The role of FSH and LH in prostate cancer and cardiometabolic comorbidities.

INTRODUCTION

In this article we advance a potential explanation for the incidence of cardiovascular (CV) and cardiometabolic risk in patients undergoing androgen deprivation therapy (ADT) for prostate cancer. Our conceptual model involves the differential impact of gonadotropin-releasing hormone (GnRH) agonists and antagonists on the follicle-stimulating hormone (FSH) system.

MATERIALS AND METHODS

Authors searched online repositories and meeting abstract databases for relevant materials.

RESULTS

Mounting evidence links FSH with development and progression of prostate cancer.

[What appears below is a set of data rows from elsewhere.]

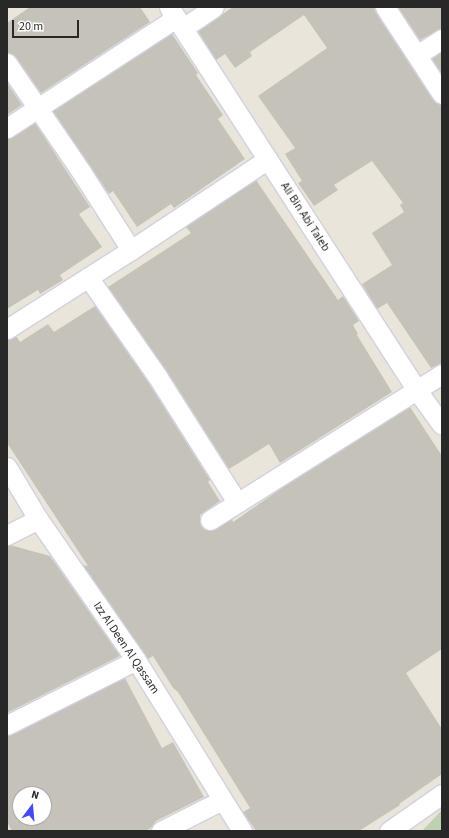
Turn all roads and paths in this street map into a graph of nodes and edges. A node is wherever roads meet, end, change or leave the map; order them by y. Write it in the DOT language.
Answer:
graph roads {
  1 [pos="214,7"];
  2 [pos="385,7"];
  3 [pos="176,18"];
  4 [pos="442,39"];
  5 [pos="417,55"];
  6 [pos="7,62"];
  7 [pos="442,94"];
  8 [pos="38,109"];
  9 [pos="7,128"];
  10 [pos="268,159"];
  11 [pos="131,250"];
  12 [pos="88,277"];
  13 [pos="7,329"];
  14 [pos="442,374"];
  15 [pos="416,389"];
  16 [pos="442,425"];
  17 [pos="7,467"];
  18 [pos="237,502"];
  19 [pos="38,519"];
  20 [pos="210,520"];
  21 [pos="7,535"];
  22 [pos="136,660"];
  23 [pos="7,726"];
  24 [pos="442,794"];
  25 [pos="222,800"];
  26 [pos="161,831"];
  27 [pos="242,831"];
  28 [pos="390,831"];
  1 -- 3 [label="street"];
  2 -- 5 [label="street"];
  3 -- 8 [label="street"];
  3 -- 10 [label="street, Ali Bin Abi Taleb"];
  4 -- 5 [label="street"];
  5 -- 7 [label="street"];
  6 -- 8 [label="street"];
  8 -- 9 [label="street"];
  8 -- 11 [label="street"];
  10 -- 11 [label="street"];
  10 -- 15 [label="street, Ali Bin Abi Taleb"];
  11 -- 12 [label="street"];
  12 -- 13 [label="street"];
  12 -- 18 [label="street"];
  14 -- 15 [label="street"];
  15 -- 16 [label="street, Ali Bin Abi Taleb"];
  15 -- 18 [label="street"];
  17 -- 19 [label="street, Izz Al Deen Al Qassam"];
  18 -- 20 [label="street"];
  19 -- 21 [label="street"];
  19 -- 22 [label="street, Izz Al Deen Al Qassam"];
  22 -- 23 [label="street"];
  22 -- 25 [label="street, Izz Al Deen Al Qassam"];
  24 -- 28 [label="street"];
  25 -- 26 [label="street"];
  25 -- 27 [label="street, Izz Al Deen Al Qassam"];
}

What is also becoming clear is that the differential effects of GnRH agonists and antagonists on FSH may at least partially explain the differing effects these agents have on CV risk during ADT. While GnRH antagonists immediately suppress FSH, GnRH agonists provoke a transient surge in FSH that may contribute to the higher CV risk observed with these agents. Additionally, recent studies suggest that GnRH antagonists may significantly reduce CV risk compared to GnRH agonists, particularly in men with pre-existing CV disease.

CONCLUSIONS

Patients with cardiovascular risk factors who require ADT may benefit from the better control of FSH provided by GnRH antagonists. ADT itself appears to heighten CV risk, and data suggest that FSH may at least partly drive this risk by promoting inflammation, atherosclerosis, insulin resistance, adipocyte rearrangement and plaque instability.